Dataset entries
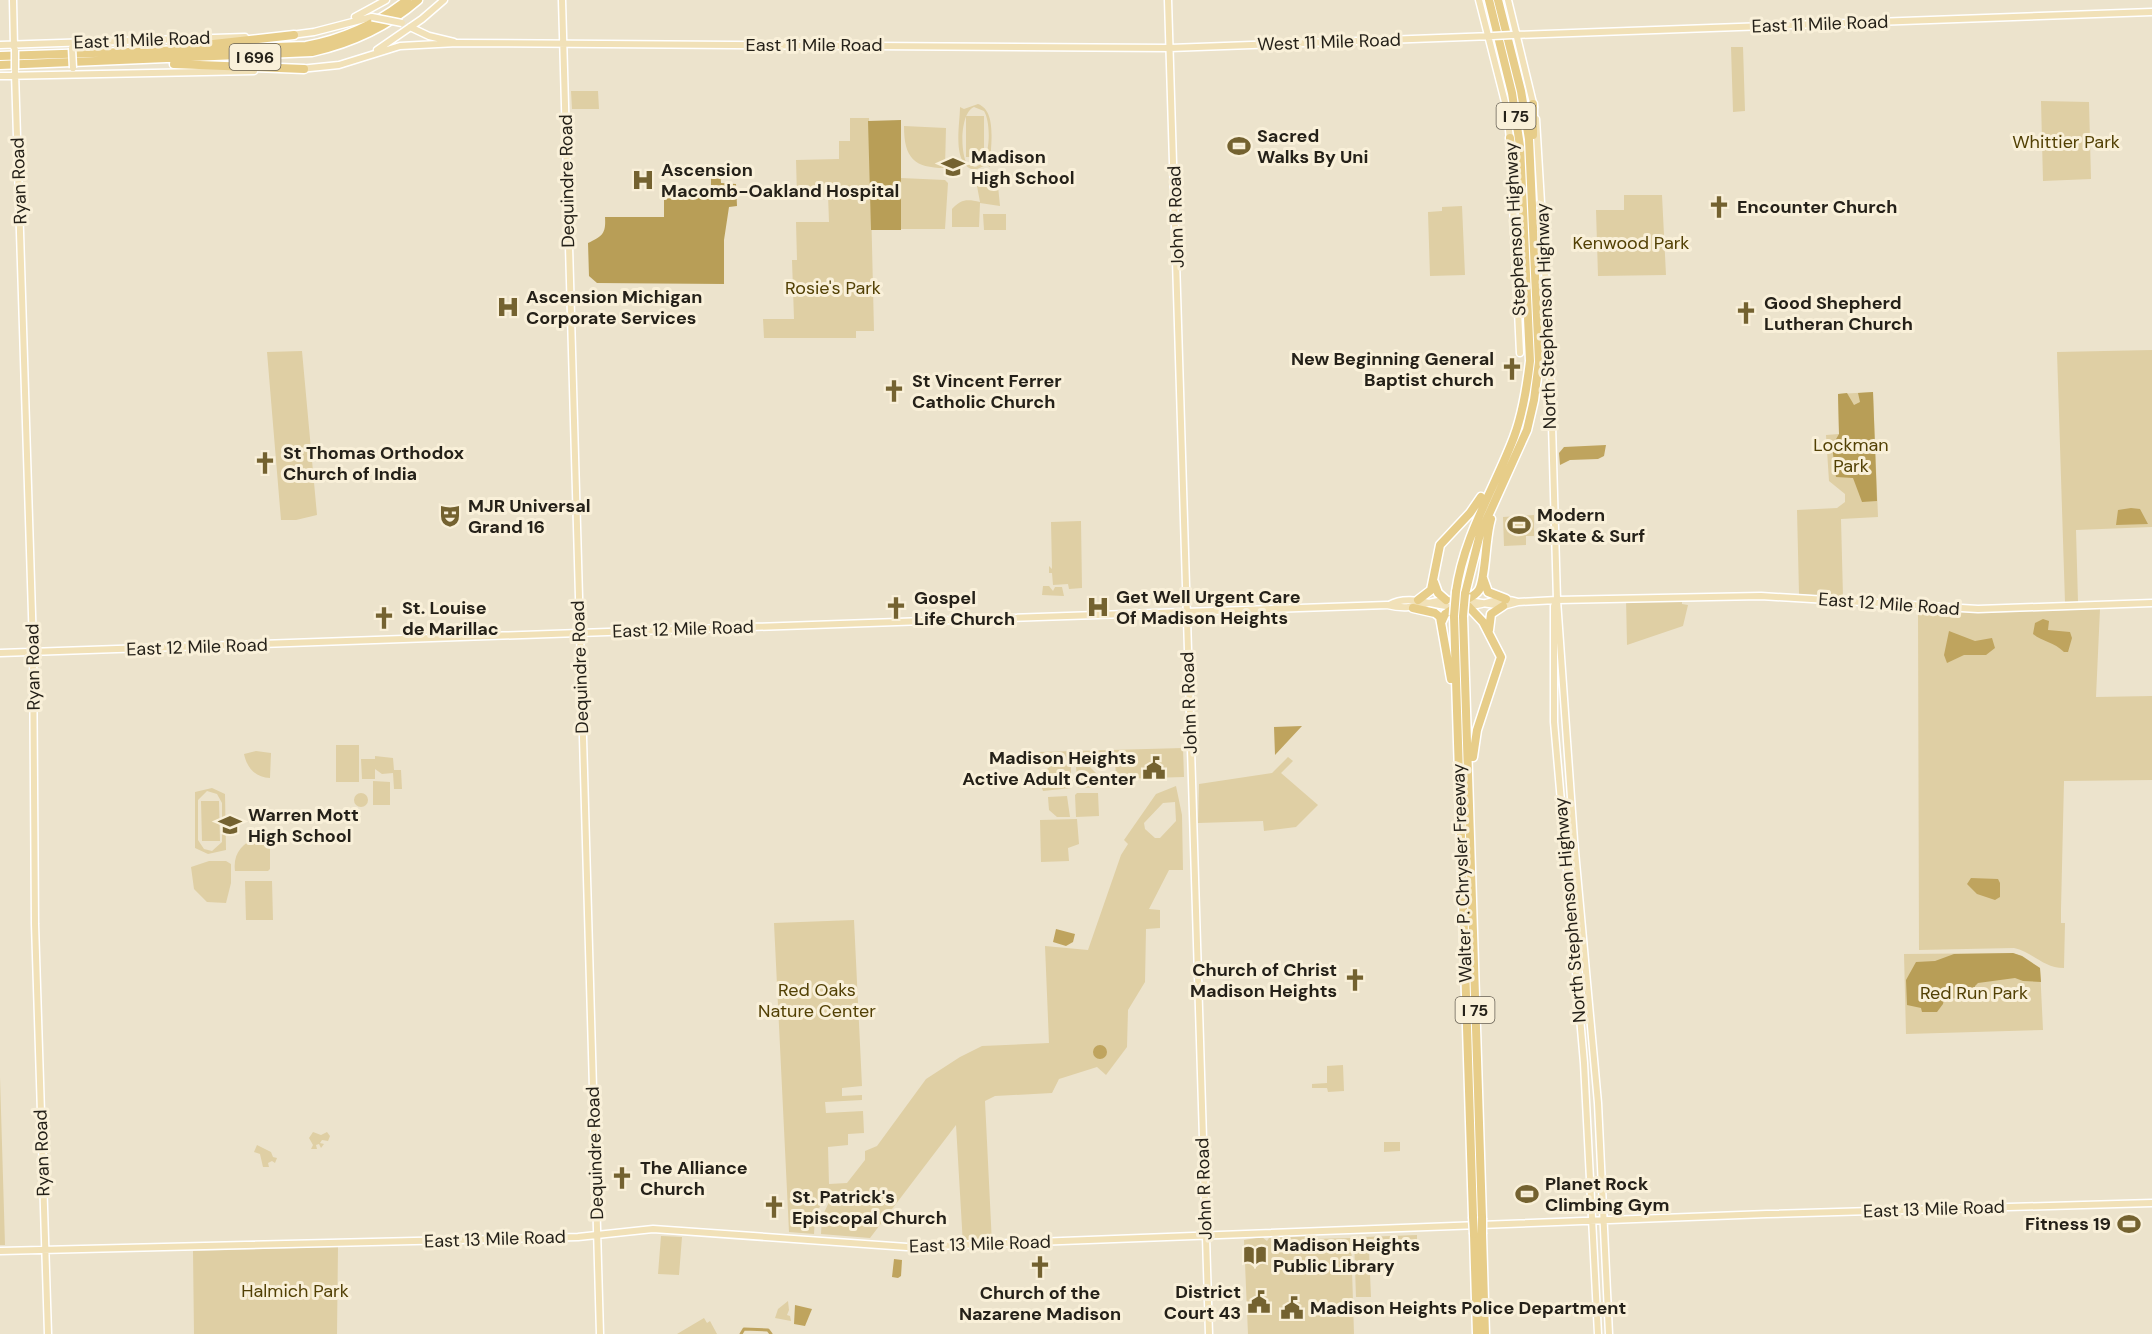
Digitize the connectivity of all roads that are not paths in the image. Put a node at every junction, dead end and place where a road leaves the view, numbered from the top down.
1 (14, 0) edge
2 (386, 0) edge
3 (407, 0) edge
4 (418, 0) edge
5 (444, 0) edge
6 (562, 0) edge
7 (1168, 0) edge
8 (1479, 0) edge
9 (1489, 0) edge
10 (1498, 0) edge
11 (1508, 0) edge
12 (2152, 12) edge
13 (422, 19) junction
14 (351, 21) junction
15 (402, 23) junction
16 (410, 27) junction
17 (403, 33) junction
18 (421, 33) junction
19 (294, 35) junction
20 (1515, 35) junction
21 (1490, 36) junction
22 (457, 43) junction
23 (564, 43) junction
24 (0, 45) edge
25 (69, 46) junction
26 (14, 47) junction
27 (1170, 48) junction
28 (111, 53) junction
29 (0, 56) edge
30 (363, 58) junction
31 (0, 65) edge
32 (74, 69) junction
33 (304, 69) junction
34 (15, 73) junction
35 (0, 76) edge
36 (1533, 104) junction
37 (1510, 138) junction
38 (1533, 210) junction
39 (1525, 235) junction
40 (1520, 353) dead end
41 (1502, 465) junction
42 (1511, 469) junction
43 (1482, 574) junction
44 (1434, 578) junction
45 (1446, 600) junction
46 (1557, 600) junction
47 (1504, 603) junction
48 (2152, 603) edge
49 (1415, 604) junction
50 (1430, 604) junction
51 (1461, 605) junction
52 (1186, 613) junction
53 (1442, 621) junction
54 (579, 632) junction
55 (1490, 633) junction
56 (33, 651) junction
57 (0, 652) edge
58 (1553, 660) junction
59 (1553, 690) junction
60 (1564, 690) junction
61 (1455, 711) junction
62 (1554, 722) junction
63 (1556, 743) junction
64 (1567, 756) junction
65 (1569, 776) junction
66 (1469, 802) junction
67 (1560, 808) junction
68 (1574, 840) junction
69 (1567, 888) junction
70 (1569, 904) junction
71 (1582, 923) junction
72 (1583, 938) junction
73 (1575, 961) junction
74 (1589, 996) junction
75 (1581, 1029) junction
76 (1594, 1058) junction
77 (1586, 1090) junction
78 (1598, 1103) junction
79 (1588, 1118) junction
80 (1599, 1128) junction
81 (1591, 1172) junction
82 (1603, 1196) junction
83 (2152, 1203) edge
84 (1603, 1205) junction
85 (1477, 1217) junction
86 (1594, 1221) junction
87 (1604, 1221) junction
88 (1478, 1234) junction
89 (597, 1236) junction
90 (1594, 1236) junction
91 (1206, 1237) junction
92 (45, 1250) junction
93 (0, 1251) edge
94 (1596, 1265) junction
95 (1606, 1269) junction
96 (1608, 1312) junction
97 (48, 1334) edge
98 (600, 1334) edge
99 (1209, 1334) edge
100 (1477, 1334) edge
101 (1485, 1334) edge
102 (1598, 1334) edge
103 (1609, 1334) edge

1 - 26 main road, Ryan Road
2 - 14 main road
3 - 28 highway, I 696
4 - 32 highway, I 696
5 - 13 main road
6 - 23 main road, Dequindre Road
7 - 27 main road, John R Road
8 - 21 main road, Stephenson Highway
9 - 39 highway, I 75
10 - 38 highway, I 75
11 - 20 main road, North Stephenson Highway
12 - 20 main road, East 11 Mile Road
13 - 16 main road
13 - 18 main road
14 - 15 main road, East 11 Mile Road, bridge
14 - 19 main road, East 11 Mile Road
15 - 16 main road, East 11 Mile Road
15 - 17 main road
16 - 17 main road
16 - 18 main road, East 11 Mile Road
17 - 30 main road
18 - 22 main road, East 11 Mile Road
19 - 25 main road, East 11 Mile Road
19 - 28 highway
20 - 21 main road, East 11 Mile Road, bridge
20 - 36 main road, North Stephenson Highway
21 - 27 main road, West 11 Mile Road
21 - 37 main road, Stephenson Highway
22 - 23 main road, East 11 Mile Road
22 - 30 main road, East 11 Mile Road
23 - 27 main road, East 11 Mile Road
23 - 54 main road, Dequindre Road
24 - 26 main road, East 11 Mile Road
25 - 26 main road, East 11 Mile Road
25 - 32 main road, bridge
26 - 34 main road, Ryan Road, bridge
27 - 52 main road, John R Road
28 - 29 highway, I 696
30 - 33 main road, East 11 Mile Road
31 - 32 highway, I 696
32 - 33 highway
32 - 33 main road, East 11 Mile Road
32 - 34 main road, East 11 Mile Road
34 - 35 main road, East 11 Mile Road
34 - 56 main road, Ryan Road
36 - 38 highway
36 - 46 main road, North Stephenson Highway
37 - 39 highway
37 - 40 main road, Stephenson Highway
38 - 42 highway, I 75
39 - 41 highway, I 75
41 - 44 highway
41 - 51 highway, I 75
42 - 43 highway
42 - 51 highway, I 75
43 - 47 highway
43 - 51 highway
44 - 45 highway
44 - 49 highway
45 - 50 main road
45 - 51 main road
46 - 47 main road, East 12 Mile Road
46 - 48 main road, East 12 Mile Road
46 - 58 main road, North Stephenson Highway
46 - 60 main road, North Stephenson Highway
47 - 51 main road
47 - 55 highway
49 - 50 main road
49 - 52 main road, East 12 Mile Road
49 - 53 highway
50 - 51 main road
51 - 53 highway
51 - 55 highway
51 - 61 highway, Walter P. Chrysler Freeway / I 75
51 - 66 highway, Walter P. Chrysler Freeway / I 75
52 - 54 main road, East 12 Mile Road
52 - 91 main road, John R Road
53 - 61 highway
54 - 56 main road, East 12 Mile Road
54 - 89 main road, Dequindre Road
55 - 66 highway
56 - 57 main road, East 12 Mile Road
56 - 92 main road, Ryan Road
58 - 59 main road, North Stephenson Highway
58 - 60 main road
59 - 60 main road
59 - 62 main road, North Stephenson Highway
60 - 64 main road, North Stephenson Highway
61 - 85 highway, Walter P. Chrysler Freeway / I 75
62 - 63 main road, North Stephenson Highway
62 - 64 main road
63 - 65 main road
63 - 67 main road, North Stephenson Highway
64 - 65 main road, North Stephenson Highway
65 - 68 main road, North Stephenson Highway
66 - 85 highway, Walter P. Chrysler Freeway / I 75
67 - 68 main road
67 - 69 main road, North Stephenson Highway
68 - 71 main road, North Stephenson Highway
69 - 70 main road, North Stephenson Highway
69 - 71 main road
70 - 72 main road
70 - 73 main road, North Stephenson Highway
71 - 72 main road, North Stephenson Highway
72 - 74 main road, North Stephenson Highway
73 - 74 main road
73 - 75 main road, North Stephenson Highway
74 - 76 main road, North Stephenson Highway
75 - 76 main road
75 - 77 main road, North Stephenson Highway
76 - 78 main road, North Stephenson Highway
77 - 78 main road
77 - 79 main road, North Stephenson Highway
78 - 80 main road, North Stephenson Highway
79 - 80 main road
79 - 81 main road, North Stephenson Highway
80 - 82 main road, North Stephenson Highway
81 - 82 main road
81 - 84 main road
81 - 86 main road, North Stephenson Highway
82 - 84 main road, North Stephenson Highway
83 - 87 main road, East 13 Mile Road
84 - 87 main road, North Stephenson Highway
85 - 88 highway, Walter P. Chrysler Freeway / I 75, bridge
86 - 87 main road, East 13 Mile Road
86 - 90 main road
86 - 91 main road, East 13 Mile Road
87 - 95 main road
88 - 100 highway, Walter P. Chrysler Freeway / I 75
88 - 101 highway, Walter P. Chrysler Freeway / I 75
89 - 91 main road, East 13 Mile Road
89 - 92 main road, East 13 Mile Road
89 - 98 main road, Dequindre Road
90 - 94 main road
90 - 95 main road
91 - 99 main road, John R Road
92 - 93 main road, East 13 Mile Road
92 - 97 main road, Ryan Road
94 - 96 main road
94 - 102 main road
95 - 96 main road
96 - 103 main road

# [Problem to solve]
Say how many lines in the data include the string "Chrysler", giving the number alone.

# [Expected answer]
7